For the verification of disrupted genes, single cell colonies from the transformation plates were first re-streaked on plates containing the respective antibiotic and incubated at 30°C for 48 hours. Approximately 50 mg of cells from these plates were suspended in 200 μL of TE buffer (10 mMTris, 1 mM EDTA, pH 8.0). Subsequently, 300 mg of acid-washed glass beads (diameter of 0.425 to 0.6 mm) and 200 μL of phenol:chloroform:isoamyl alcohol (25:24:1) were added. The tubes were then vortexed at maximum speed for 2 minutes and centrifuged at 15,700 g for 10 minutes according to a protocol modified from Hoffman and Winston [54]. From the aqueous phase, 1 μL was used in a 20 μL PCR mixture containing 10 mM of each dNTP, 10 pmol of each verification primer (Table 3), and appropriate amounts of TaKaRa Ex Taq Polymerase and buffer according to the manufacturer’s guidelines (Merck KGaA, Darmstadt, Germany). The following cycling parameters were used: 3 minutes of initial template denaturation at 94°C, and 30 cycles comprising a 30-second denaturation step at 94°C, a 30-second annealing step at 58°C, and a 2-minute elongation step at 72°C. The final elongation step was performed at 72°C for 7 minutes.
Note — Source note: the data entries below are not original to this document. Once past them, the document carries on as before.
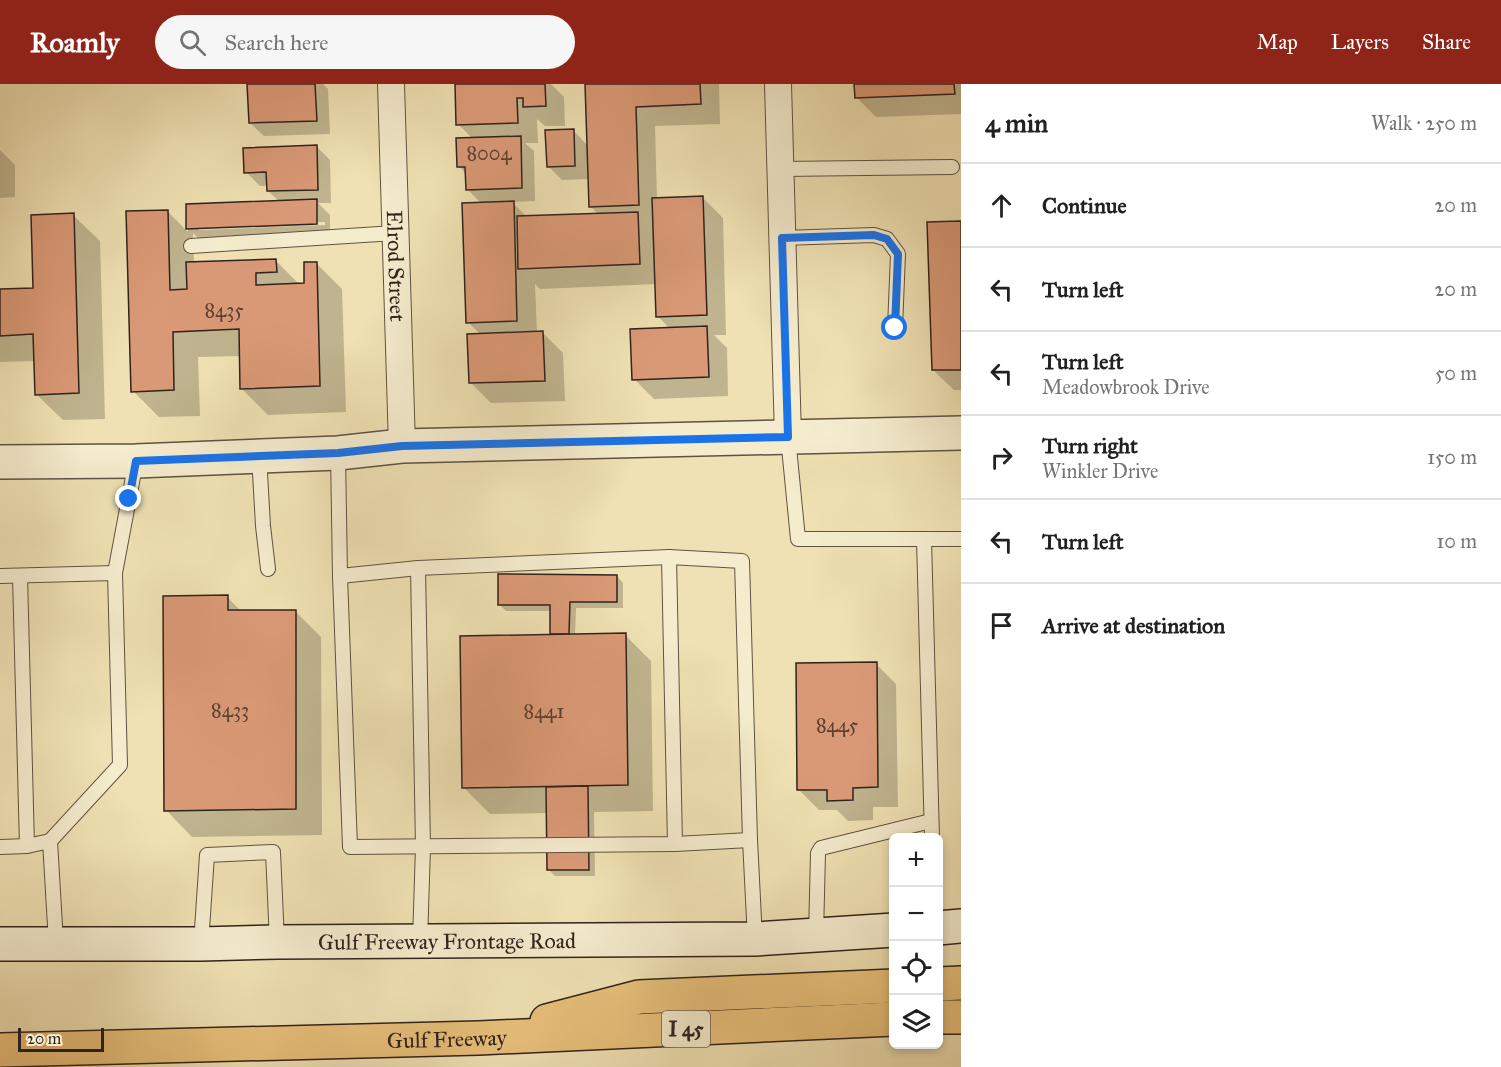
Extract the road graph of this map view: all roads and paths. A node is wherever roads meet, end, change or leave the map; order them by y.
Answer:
1 (391, 84) edge
2 (778, 84) edge
3 (952, 167) dead end
4 (780, 169) junction
5 (395, 233) junction
6 (782, 238) junction
7 (191, 246) dead end
8 (895, 328) dead end
9 (961, 433) edge
10 (788, 437) junction
11 (402, 446) junction
12 (338, 453) junction
13 (259, 455) junction
14 (136, 461) junction
15 (0, 462) edge
16 (924, 539) junction
17 (961, 539) edge
18 (669, 557) junction
19 (418, 568) junction
20 (268, 569) dead end
21 (115, 573) junction
22 (0, 576) edge
23 (20, 576) junction
24 (340, 576) junction
25 (931, 821) junction
26 (932, 833) edge
27 (50, 840) junction
28 (750, 840) junction
29 (675, 844) junction
30 (27, 846) junction
31 (0, 847) edge
32 (423, 847) junction
33 (961, 926) edge
34 (943, 928) edge
35 (889, 930) edge
36 (816, 935) junction
37 (755, 939) junction
38 (420, 941) junction
39 (277, 942) junction
40 (0, 944) edge
41 (56, 944) junction
42 (201, 944) junction
43 (961, 983) edge
44 (943, 984) edge
45 (889, 986) edge
46 (943, 1017) edge
47 (961, 1017) edge
48 (889, 1019) edge
49 (479, 1038) junction
50 (0, 1050) edge

1 - 5 street, Elrod Street
2 - 4 street
3 - 4 lane
4 - 6 street
5 - 7 lane
5 - 11 street, Elrod Street
6 - 8 lane
6 - 10 street
9 - 10 street
10 - 11 street
10 - 16 lane
11 - 12 street
12 - 13 street
12 - 24 lane
13 - 14 street
13 - 20 lane
14 - 15 street
14 - 21 lane
16 - 17 lane
16 - 25 lane
18 - 19 lane
18 - 28 lane
18 - 29 lane
19 - 24 lane
19 - 32 lane
21 - 23 lane
21 - 27 lane
22 - 23 lane
23 - 30 lane
24 - 32 lane
25 - 26 lane
25 - 36 lane
27 - 30 lane
27 - 41 lane
28 - 29 lane
28 - 37 lane
29 - 32 lane
30 - 31 lane
32 - 38 lane
33 - 34 street
35 - 36 street, Gulf Freeway Frontage Road
36 - 37 street, Gulf Freeway Frontage Road
37 - 38 street, Gulf Freeway Frontage Road
38 - 39 street, Gulf Freeway Frontage Road
39 - 42 street, Gulf Freeway Frontage Road
39 - 42 lane
40 - 41 street, Gulf Freeway Frontage Road
41 - 42 street, Gulf Freeway Frontage Road
43 - 44 highway
45 - 49 highway
46 - 47 highway
48 - 49 highway, Gulf Freeway / I 45
49 - 50 highway, Gulf Freeway / I 45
Diagnostic allele-specific PCR

Sequencing of STL1, GUT1, and GUT2 alleles was carried out using the dideoxy chain-termination method [55] by GATC Biotech (Cologne, Germany). Diagnostic allele-specific PCR was performed according to a previously described method [35] using the allele-specific primers shown in Table 4.
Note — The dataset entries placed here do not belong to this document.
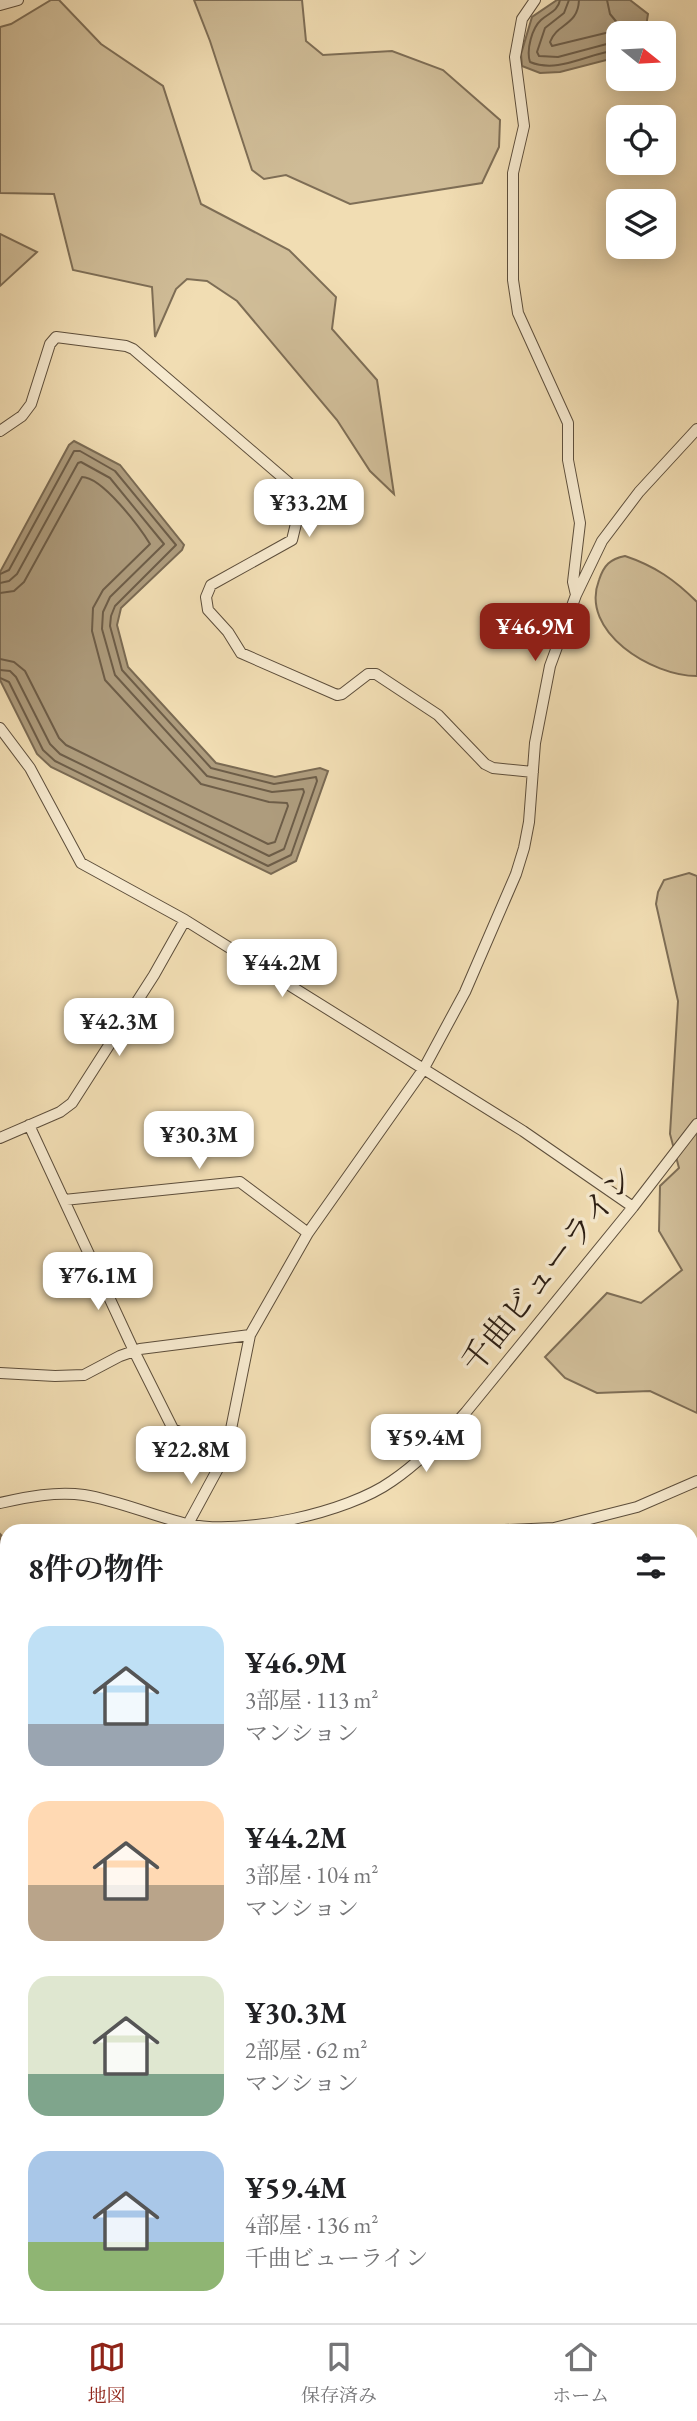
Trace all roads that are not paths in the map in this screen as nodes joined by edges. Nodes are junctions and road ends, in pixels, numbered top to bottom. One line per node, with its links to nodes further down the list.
1 (18, 0): 3 (street)
2 (535, 0): 6 (street)
3 (0, 5)
4 (697, 429): 6 (street)
5 (0, 431): 8 (street)
6 (576, 595): 8 (street)
7 (0, 728): 9 (street)
8 (533, 772): 10 (street)
9 (185, 920): 10 (street); 12 (street)
10 (423, 1070): 15 (street); 16 (street)
11 (697, 1124): 15 (street, 千曲ビューライン)
12 (29, 1125): 13 (street); 14 (street)
13 (0, 1138)
14 (64, 1200): 16 (street); 18 (street)
15 (633, 1207): 24 (street, 千曲ビューライン)
16 (308, 1233): 17 (street)
17 (250, 1335): 18 (street); 20 (street)
18 (134, 1351): 19 (street); 20 (street)
19 (0, 1373)
20 (221, 1463): 23 (street)
21 (697, 1481): 25 (street)
22 (0, 1503): 23 (street, 千曲ビューライン)
23 (188, 1524)
24 (269, 1524)
25 (570, 1524)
Table 4 Allele-specific primers used for the differentiation between the STL1 , GUT1, and GUT2 alleles from CEN.PK113-1A and CBS 6412-13A, respectively
Full size table

Reciprocal hemizygosity analysis

GUT1 was deleted in CBS 6412-13A and CEN.PK113-1A as described above. The CBS 6412-13A and CEN.PK113-1A wild-type and gut1 deletion strains were subsequently crossed two-by-two to obtain four diploid strains with different combinations of the GUT1CBS 6412-13A and GUT1CEN.PK113-1A alleles as shown in Figure 4A. The presence of the wild-type and/or deletion alleles in each diploid strain was verified by PCR as described above.